## WORK INSTRUCTION
Count every line below in which "Erdi" occurs, then give only the count.

## AVAILABLE DATA
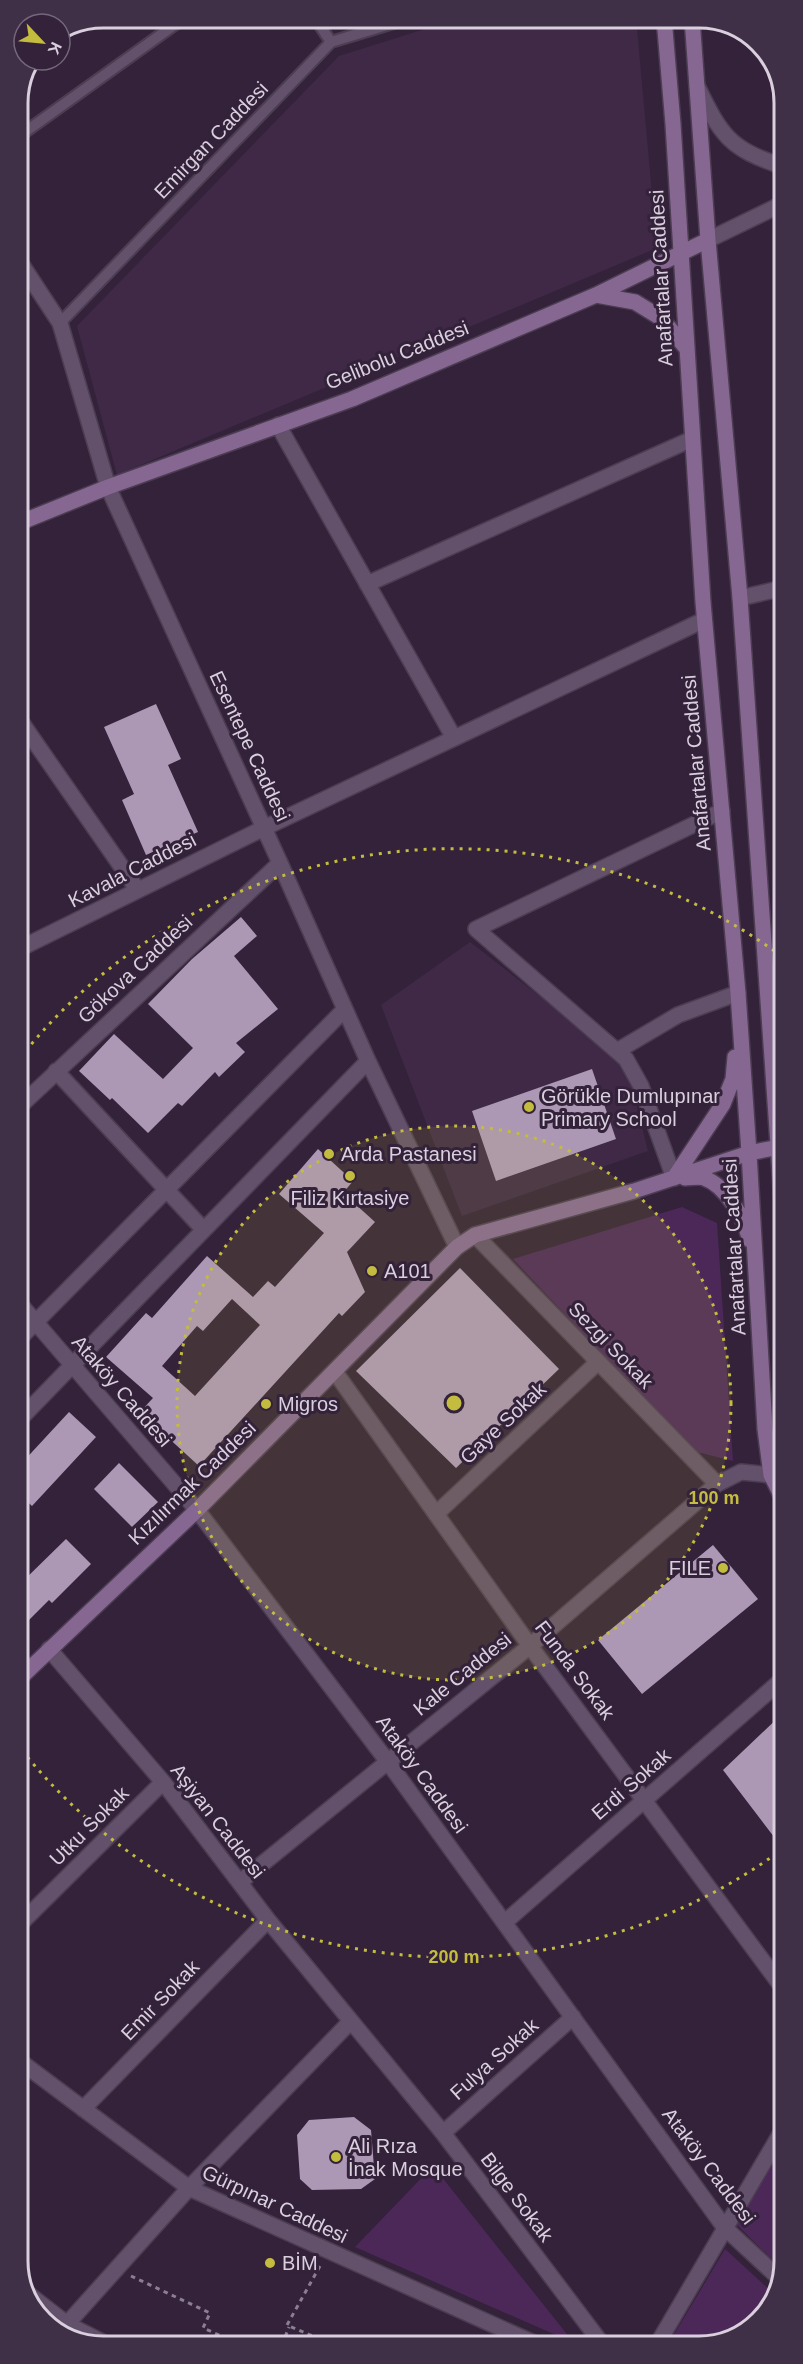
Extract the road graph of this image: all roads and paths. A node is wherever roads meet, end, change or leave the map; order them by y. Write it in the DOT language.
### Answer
graph roads {
  1 [pos="169,29"];
  2 [pos="322,29"];
  3 [pos="374,29"];
  4 [pos="665,29"];
  5 [pos="693,29"];
  6 [pos="331,42"];
  7 [pos="697,85"];
  8 [pos="28,130"];
  9 [pos="774,164"];
  10 [pos="774,208"];
  11 [pos="708,240"];
  12 [pos="680,253"];
  13 [pos="28,274"];
  14 [pos="596,295"];
  15 [pos="60,323"];
  16 [pos="687,349"];
  17 [pos="278,425"];
  18 [pos="692,439"];
  19 [pos="108,487"];
  20 [pos="28,519"];
  21 [pos="367,584"];
  22 [pos="774,590"];
  23 [pos="740,598"];
  24 [pos="704,620"];
  25 [pos="28,732"];
  26 [pos="454,738"];
  27 [pos="722,811"];
  28 [pos="264,828"];
  29 [pos="280,863"];
  30 [pos="136,889"];
  31 [pos="28,944"];
  32 [pos="738,993"];
  33 [pos="345,1009"];
  34 [pos="770,1020"];
  35 [pos="774,1035"];
  36 [pos="618,1051"];
  37 [pos="774,1057"];
  38 [pos="368,1061"];
  39 [pos="56,1071"];
  40 [pos="28,1098"];
  41 [pos="774,1148"];
  42 [pos="749,1153"];
  43 [pos="674,1178"];
  44 [pos="165,1190"];
  45 [pos="203,1229"];
  46 [pos="475,1235"];
  47 [pos="457,1247"];
  48 [pos="757,1263"];
  49 [pos="28,1313"];
  50 [pos="35,1321"];
  51 [pos="28,1329"];
  52 [pos="598,1362"];
  53 [pos="71,1365"];
  54 [pos="335,1372"];
  55 [pos="28,1411"];
  56 [pos="771,1474"];
  57 [pos="774,1480"];
  58 [pos="717,1484"];
  59 [pos="197,1510"];
  60 [pos="436,1514"];
  61 [pos="530,1646"];
  62 [pos="49,1649"];
  63 [pos="28,1670"];
  64 [pos="774,1687"];
  65 [pos="388,1762"];
  66 [pos="163,1782"];
  67 [pos="645,1799"];
  68 [pos="240,1882"];
  69 [pos="28,1916"];
  70 [pos="268,1920"];
  71 [pos="505,1922"];
  72 [pos="774,1976"];
  73 [pos="573,2017"];
  74 [pos="351,2021"];
  75 [pos="28,2067"];
  76 [pos="83,2109"];
  77 [pos="443,2133"];
  78 [pos="774,2145"];
  79 [pos="189,2188"];
  80 [pos="725,2228"];
  81 [pos="328,2251"];
  82 [pos="116,2268"];
  83 [pos="773,2273"];
  84 [pos="68,2326"];
  85 [pos="290,2326"];
  86 [pos="220,2335"];
  87 [pos="286,2335"];
  88 [pos="311,2335"];
  89 [pos="517,2336"];
  90 [pos="596,2336"];
  91 [pos="662,2336"];
  1 -- 8 [label="lane"];
  2 -- 6 [label="lane"];
  3 -- 6 [label="lane, Emirgan Caddesi"];
  4 -- 12 [label="main road, Anafartalar Caddesi"];
  5 -- 7 [label="main road"];
  6 -- 15 [label="lane, Emirgan Caddesi"];
  7 -- 9 [label="street"];
  7 -- 11 [label="main road"];
  10 -- 11 [label="street, Gelibolu Caddesi"];
  11 -- 12 [label="main road, Gelibolu Caddesi"];
  11 -- 23 [label="main road"];
  12 -- 14 [label="main road, Gelibolu Caddesi"];
  12 -- 16 [label="main road, Anafartalar Caddesi"];
  13 -- 15 [label="street, Esentepe Caddesi"];
  14 -- 16 [label="main road"];
  14 -- 17 [label="main road, Gelibolu Caddesi"];
  15 -- 19 [label="street, Esentepe Caddesi"];
  16 -- 18 [label="main road, Anafartalar Caddesi"];
  17 -- 19 [label="main road, Gelibolu Caddesi"];
  17 -- 21 [label="street"];
  18 -- 21 [label="street"];
  18 -- 24 [label="main road, Anafartalar Caddesi"];
  19 -- 20 [label="main road, Gelibolu Caddesi"];
  19 -- 28 [label="street, Esentepe Caddesi"];
  21 -- 26 [label="street"];
  22 -- 23 [label="street"];
  23 -- 34 [label="main road"];
  24 -- 26 [label="street, Kavala Caddesi"];
  24 -- 27 [label="main road, Anafartalar Caddesi"];
  25 -- 30 [label="street"];
  26 -- 28 [label="street, Kavala Caddesi"];
  27 -- 32 [label="main road, Anafartalar Caddesi"];
  27 -- 36 [label="street"];
  28 -- 29 [label="street, Esentepe Caddesi"];
  28 -- 30 [label="street, Kavala Caddesi"];
  29 -- 33 [label="street, Esentepe Caddesi"];
  29 -- 39 [label="street, Gökova Caddesi"];
  30 -- 31 [label="street, Kavala Caddesi"];
  32 -- 36 [label="street"];
  32 -- 42 [label="main road, Anafartalar Caddesi"];
  32 -- 43 [label="main road"];
  33 -- 38 [label="street, Esentepe Caddesi"];
  33 -- 44 [label="street"];
  34 -- 35 [label="main road"];
  34 -- 37 [label="main road"];
  36 -- 43 [label="street"];
  38 -- 45 [label="street"];
  38 -- 47 [label="street, Esentepe Caddesi"];
  39 -- 40 [label="street, Gökova Caddesi"];
  39 -- 44 [label="street"];
  41 -- 42 [label="main road"];
  42 -- 43 [label="main road"];
  42 -- 48 [label="main road, Anafartalar Caddesi"];
  43 -- 46 [label="main road, Kızılırmak Caddesi"];
  43 -- 48 [label="main road"];
  44 -- 45 [label="street"];
  44 -- 50 [label="street"];
  45 -- 53 [label="street"];
  46 -- 47 [label="main road, Kızılırmak Caddesi"];
  46 -- 52 [label="street, Sezgi Sokak"];
  47 -- 54 [label="main road, Kızılırmak Caddesi"];
  48 -- 56 [label="main road, Anafartalar Caddesi"];
  49 -- 50 [label="street, Ataköy Caddesi"];
  50 -- 51 [label="street"];
  50 -- 53 [label="street, Ataköy Caddesi"];
  52 -- 58 [label="street, Sezgi Sokak"];
  52 -- 60 [label="street, Gaye Sokak"];
  53 -- 55 [label="street"];
  53 -- 59 [label="street, Ataköy Caddesi"];
  54 -- 59 [label="main road, Kızılırmak Caddesi"];
  54 -- 60 [label="street, Funda Sokak"];
  56 -- 57 [label="main road, Anafartalar Caddesi"];
  56 -- 58 [label="street, Kale Caddesi"];
  58 -- 61 [label="street, Kale Caddesi"];
  59 -- 62 [label="main road, Kızılırmak Caddesi"];
  59 -- 65 [label="street, Ataköy Caddesi"];
  60 -- 61 [label="street, Funda Sokak"];
  61 -- 65 [label="street, Kale Caddesi"];
  61 -- 67 [label="street, Funda Sokak"];
  62 -- 63 [label="main road, Kızılırmak Caddesi"];
  62 -- 66 [label="street, Aşiyan Caddesi"];
  64 -- 67 [label="street, Erdi Sokak"];
  65 -- 68 [label="street, Kale Caddesi"];
  65 -- 71 [label="street, Ataköy Caddesi"];
  66 -- 68 [label="street, Aşiyan Caddesi"];
  66 -- 69 [label="street, Utku Sokak"];
  67 -- 71 [label="street, Erdi Sokak"];
  67 -- 72 [label="street, Funda Sokak"];
  68 -- 70 [label="street, Aşiyan Caddesi"];
  70 -- 74 [label="street, Aşiyan Caddesi"];
  70 -- 76 [label="street, Emir Sokak"];
  71 -- 73 [label="street, Ataköy Caddesi"];
  73 -- 77 [label="street, Fulya Sokak"];
  73 -- 80 [label="street, Ataköy Caddesi"];
  74 -- 77 [label="street, Bilge Sokak"];
  74 -- 79 [label="street"];
  75 -- 76 [label="street, Gürpınar Caddesi"];
  76 -- 79 [label="street, Gürpınar Caddesi"];
  77 -- 90 [label="street, Bilge Sokak"];
  78 -- 80 [label="street"];
  79 -- 81 [label="street, Gürpınar Caddesi"];
  79 -- 82 [label="street"];
  80 -- 83 [label="street, Ataköy Caddesi"];
  80 -- 91 [label="street"];
  81 -- 85 [label="path"];
  81 -- 89 [label="street, Gürpınar Caddesi"];
  82 -- 84 [label="street"];
  82 -- 86 [label="path"];
  85 -- 87 [label="path"];
  85 -- 88 [label="path"];
}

## PROBLEM SOLUTION
2